Windows client is considered in alpha stage but I haven't seen complaints
on the list, so it may work rather well.

> So for an 80 gig server that would be 3.2 gigs of RVM metadata, but
> does it really need 3.2 gigs of main memory and/or 3.2 gigs of swap
> space? My server has only 512 megs of main memory, soon 1024.

I think you have to stay below 2G of metadata yet. Not sure.
And you have to have more *virtual* memory than your RVM - that is
the sum of your physical RAM and your swap has to exceed that size,
say for 1.9G RVM you would need say 1G RAM and 1G swap giving 2G
virtual memory.

> investigating distributed filesystems for linux. At the moment
> the most appropriate choice for any replicated data seems to be
> Inter-Mezzo because it uses a real filesystem as a base (and a
> real or virtual filesystem on the client). However I can't
> replicate 80+ gigs on every client, so the LAN-connected

I haven't ever tried InterMezzo but I assume it does not cache the whole
data on each client.
It might be something for you.

> What would be nice is a transparent filesystem or union filesystem
> so that I can acquire data in different ways and put it all together
> into one namespace which never has to change (just gets bigger)
> but I think that linux doesn't have a union filesystem, and if
> it did, it's not clear how that would be distributed.

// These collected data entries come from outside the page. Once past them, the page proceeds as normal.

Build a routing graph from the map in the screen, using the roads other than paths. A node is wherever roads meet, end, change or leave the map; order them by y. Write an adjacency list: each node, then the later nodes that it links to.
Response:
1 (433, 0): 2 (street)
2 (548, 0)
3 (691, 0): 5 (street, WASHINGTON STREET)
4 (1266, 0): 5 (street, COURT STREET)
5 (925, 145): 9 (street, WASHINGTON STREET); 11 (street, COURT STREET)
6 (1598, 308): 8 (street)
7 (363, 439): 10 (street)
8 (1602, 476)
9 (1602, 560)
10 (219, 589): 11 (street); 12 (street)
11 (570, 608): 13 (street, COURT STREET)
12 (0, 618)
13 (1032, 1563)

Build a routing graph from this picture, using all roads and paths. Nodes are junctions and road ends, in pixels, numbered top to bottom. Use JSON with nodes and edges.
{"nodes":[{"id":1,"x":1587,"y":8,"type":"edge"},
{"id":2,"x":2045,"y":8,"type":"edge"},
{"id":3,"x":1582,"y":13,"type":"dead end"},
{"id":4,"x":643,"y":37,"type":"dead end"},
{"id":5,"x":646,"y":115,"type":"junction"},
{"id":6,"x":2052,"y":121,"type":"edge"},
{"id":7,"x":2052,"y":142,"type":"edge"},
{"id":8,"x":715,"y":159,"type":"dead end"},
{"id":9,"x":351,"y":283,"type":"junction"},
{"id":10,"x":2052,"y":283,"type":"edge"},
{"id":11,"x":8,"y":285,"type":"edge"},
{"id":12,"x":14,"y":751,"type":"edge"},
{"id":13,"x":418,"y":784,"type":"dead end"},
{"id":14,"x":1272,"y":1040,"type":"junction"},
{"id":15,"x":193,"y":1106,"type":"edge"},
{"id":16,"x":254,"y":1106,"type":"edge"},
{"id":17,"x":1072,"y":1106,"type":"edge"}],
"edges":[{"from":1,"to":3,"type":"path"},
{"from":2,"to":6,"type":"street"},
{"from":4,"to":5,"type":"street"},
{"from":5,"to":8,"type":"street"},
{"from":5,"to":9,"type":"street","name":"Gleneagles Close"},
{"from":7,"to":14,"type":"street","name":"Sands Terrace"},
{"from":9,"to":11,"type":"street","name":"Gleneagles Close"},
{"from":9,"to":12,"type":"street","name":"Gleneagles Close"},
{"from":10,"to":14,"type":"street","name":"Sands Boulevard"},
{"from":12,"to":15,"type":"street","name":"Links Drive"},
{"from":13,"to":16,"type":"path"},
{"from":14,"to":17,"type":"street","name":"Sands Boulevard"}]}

I suppose there would be all kinds of semantical and manageability
problems. (Not trying to FUD the idea - feel free to try it! It would be
exciting to hear about your experience).
Union mounts are available for linux, see e.g.

http://kernelnewbies.org/status/latest.html

(there have been several different implementations of union mounts
and overlay filesystems before, but this one is in the mainstream
tree)

Good luck,
--
Ivan
Received on 2002-08-21 04:18:18